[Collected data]
********************

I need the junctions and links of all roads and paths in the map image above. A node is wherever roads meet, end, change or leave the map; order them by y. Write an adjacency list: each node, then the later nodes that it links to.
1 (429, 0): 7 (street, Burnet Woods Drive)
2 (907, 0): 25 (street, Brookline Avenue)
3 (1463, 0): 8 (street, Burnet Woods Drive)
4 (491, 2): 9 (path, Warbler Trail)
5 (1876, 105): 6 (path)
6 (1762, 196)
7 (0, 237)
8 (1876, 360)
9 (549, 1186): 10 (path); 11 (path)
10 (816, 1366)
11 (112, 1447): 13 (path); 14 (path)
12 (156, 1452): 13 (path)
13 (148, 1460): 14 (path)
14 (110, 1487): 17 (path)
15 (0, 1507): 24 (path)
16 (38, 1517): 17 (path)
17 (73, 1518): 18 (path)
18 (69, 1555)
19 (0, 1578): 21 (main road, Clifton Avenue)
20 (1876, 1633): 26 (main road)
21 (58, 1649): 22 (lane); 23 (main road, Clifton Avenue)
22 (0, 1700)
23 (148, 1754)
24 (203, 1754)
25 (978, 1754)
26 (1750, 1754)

********************

> **Instructions for the task**
Transcribe each record exactly as it is written above.

> **Your solution**
I need the junctions and links of all roads and paths in the map image above. A node is wherever roads meet, end, change or leave the map; order them by y. Write an adjacency list: each node, then the later nodes that it links to.
1 (429, 0): 7 (street, Burnet Woods Drive)
2 (907, 0): 25 (street, Brookline Avenue)
3 (1463, 0): 8 (street, Burnet Woods Drive)
4 (491, 2): 9 (path, Warbler Trail)
5 (1876, 105): 6 (path)
6 (1762, 196)
7 (0, 237)
8 (1876, 360)
9 (549, 1186): 10 (path); 11 (path)
10 (816, 1366)
11 (112, 1447): 13 (path); 14 (path)
12 (156, 1452): 13 (path)
13 (148, 1460): 14 (path)
14 (110, 1487): 17 (path)
15 (0, 1507): 24 (path)
16 (38, 1517): 17 (path)
17 (73, 1518): 18 (path)
18 (69, 1555)
19 (0, 1578): 21 (main road, Clifton Avenue)
20 (1876, 1633): 26 (main road)
21 (58, 1649): 22 (lane); 23 (main road, Clifton Avenue)
22 (0, 1700)
23 (148, 1754)
24 (203, 1754)
25 (978, 1754)
26 (1750, 1754)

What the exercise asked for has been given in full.